Kloester does an admirable job of tracking this development, although I think she misses one important point: Heyer's mysteries, serious historicals and contemporary novels suffer because she was following literary trends, not creating them. This is not necessarily a bad thing – Agatha Christie, for one, triumphed mostly by staying completely within the expectations of mystery novels. But it was not good for Heyer, who needed to create a place of imagination that she could control, and where she could lead. She found that in the Regency period, a place where she had a certain amount of expertise. Later comparisons between Heyer and Austen completely miss the mark, largely because the two writers were attempting very different things.

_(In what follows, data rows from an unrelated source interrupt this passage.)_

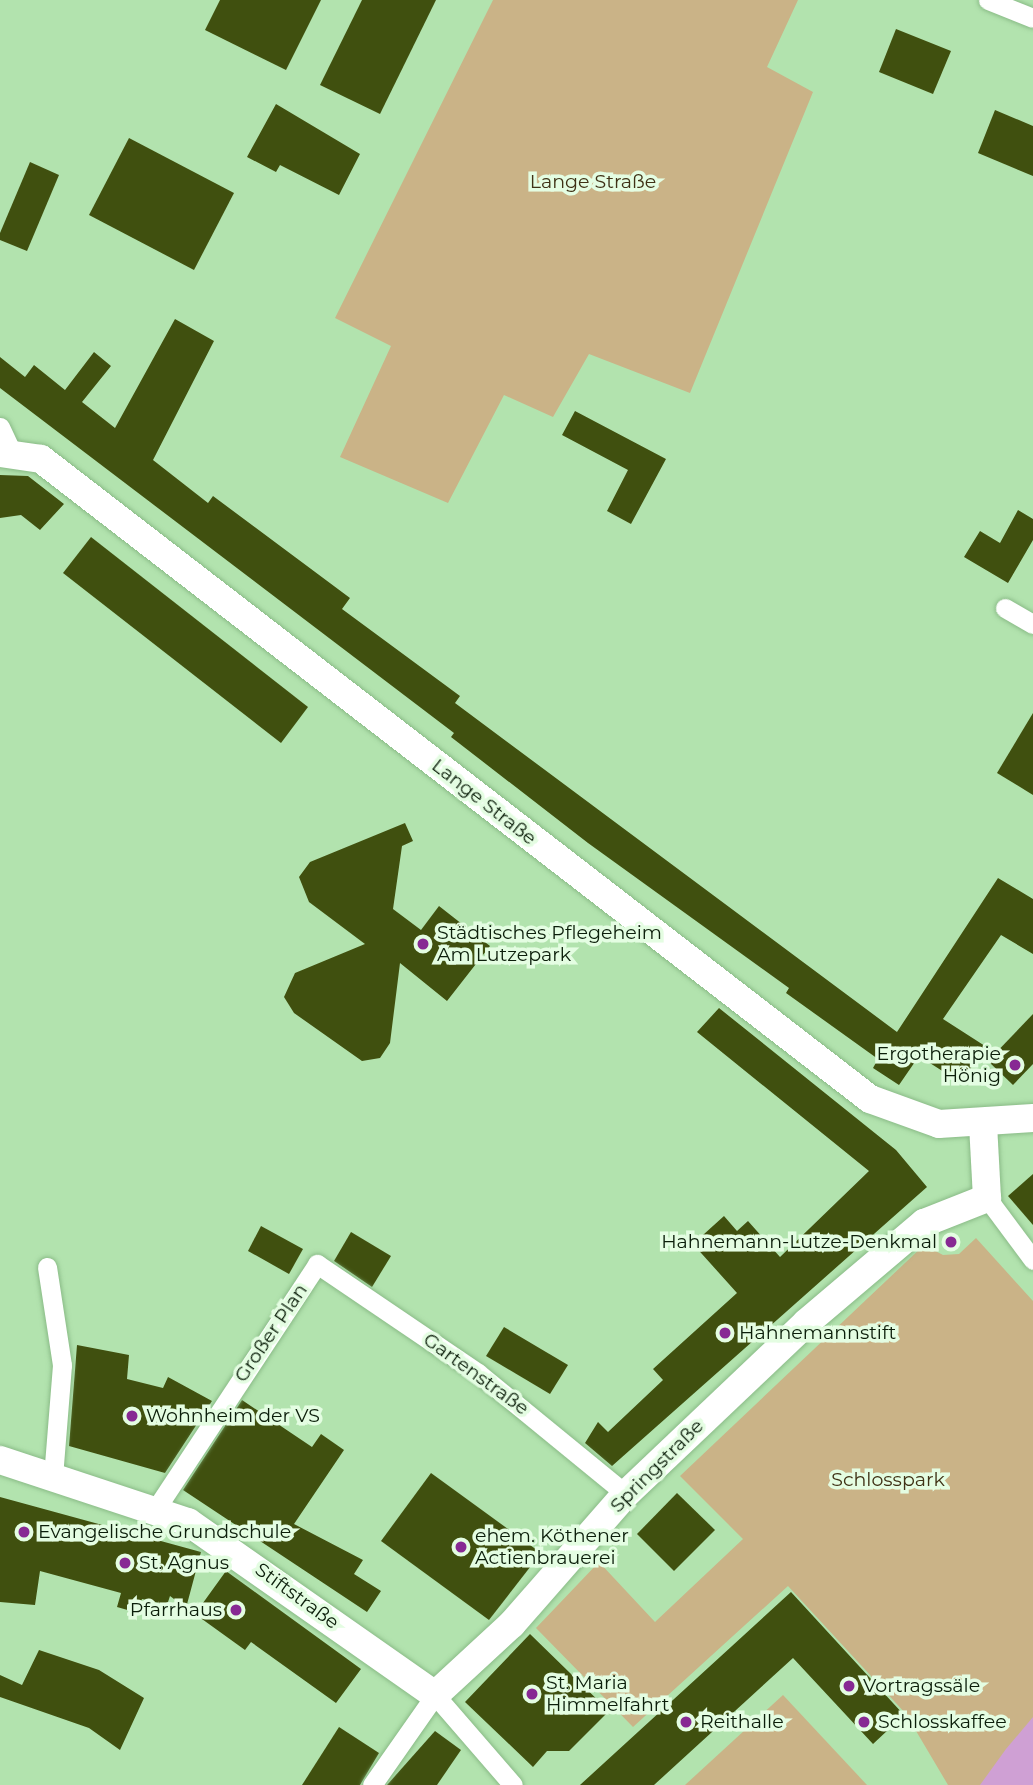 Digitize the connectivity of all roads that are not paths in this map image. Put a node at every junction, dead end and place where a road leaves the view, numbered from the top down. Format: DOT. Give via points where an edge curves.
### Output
graph roads {
  1 [pos="988,0"];
  2 [pos="1033,18"];
  3 [pos="4,443"];
  4 [pos="1005,608"];
  5 [pos="1033,624"];
  6 [pos="1033,1118"];
  7 [pos="976,1125"];
  8 [pos="987,1198"];
  9 [pos="1033,1260"];
  10 [pos="317,1264"];
  11 [pos="47,1267"];
  12 [pos="0,1460"];
  13 [pos="53,1476"];
  14 [pos="626,1494"];
  15 [pos="157,1507"];
  16 [pos="435,1695"];
  17 [pos="372,1785"];
  18 [pos="513,1785"];
  1 -- 2 [label="street"];
  3 -- 7 [label="main road, Lange Straße" via="41,459 845,1081 918,1120"];
  4 -- 5 [label="street"];
  6 -- 7 [label="main road, Lange Straße"];
  7 -- 8 [label="main road"];
  8 -- 9 [label="street"];
  8 -- 14 [label="main road, Springstraße" via="949,1210 902,1238"];
  10 -- 14 [label="street, Gartenstraße" via="478,1373"];
  10 -- 15 [label="street, Großer Plan"];
  11 -- 13 [label="street" via="62,1365"];
  12 -- 13 [label="main road, Stiftstraße"];
  13 -- 15 [label="main road, Stiftstraße"];
  14 -- 16 [label="main road, Springstraße" via="512,1624"];
  15 -- 16 [label="main road, Stiftstraße" via="215,1538"];
  16 -- 17 [label="street, Springstraße"];
  16 -- 18 [label="street, Stiftstraße"];
} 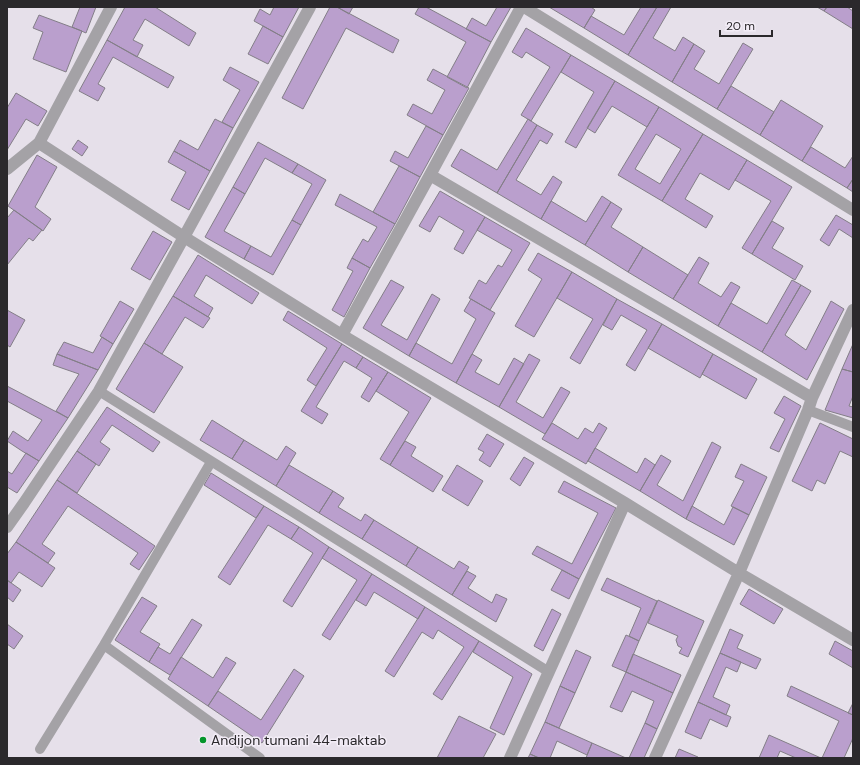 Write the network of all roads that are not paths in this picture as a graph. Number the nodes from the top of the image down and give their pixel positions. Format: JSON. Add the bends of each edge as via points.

Austen was critiquing the world she lived in; Heyer was attempting to control hers.
Beyond this, Kloester's biography fills in many other gaps – discussing Heyer's friends and family, exploring her initial attempts at writing, and confirming that Penhallow was actually meant as a serious literary novel (I know, I know.) She also delicately discusses the state of Heyer's marriage and equally delicately confirms what many readers had long thought: Heyer's husband was not always faithful, but Heyer dealt with this. (The unimportance of merely frivolous affairs, compared to a meaningful marriage, is a subtheme of many later books.) She also discusses a certain legal issue between Heyer and Barbara Cartland (Heyer accused Cartland of plagiarism) in a fascinating sideline.
The biography is meticulously researched and well written, and Kloester made the most of her sources. And yet, Heyer remains a distant, private figure. I can't blame Kloester for this: Heyer's walls were so high, and so tight, that she was willing to create an alternate history to keep them solid.
#
I'll have more to say as the reread starts. For now I go under a rock for a bit.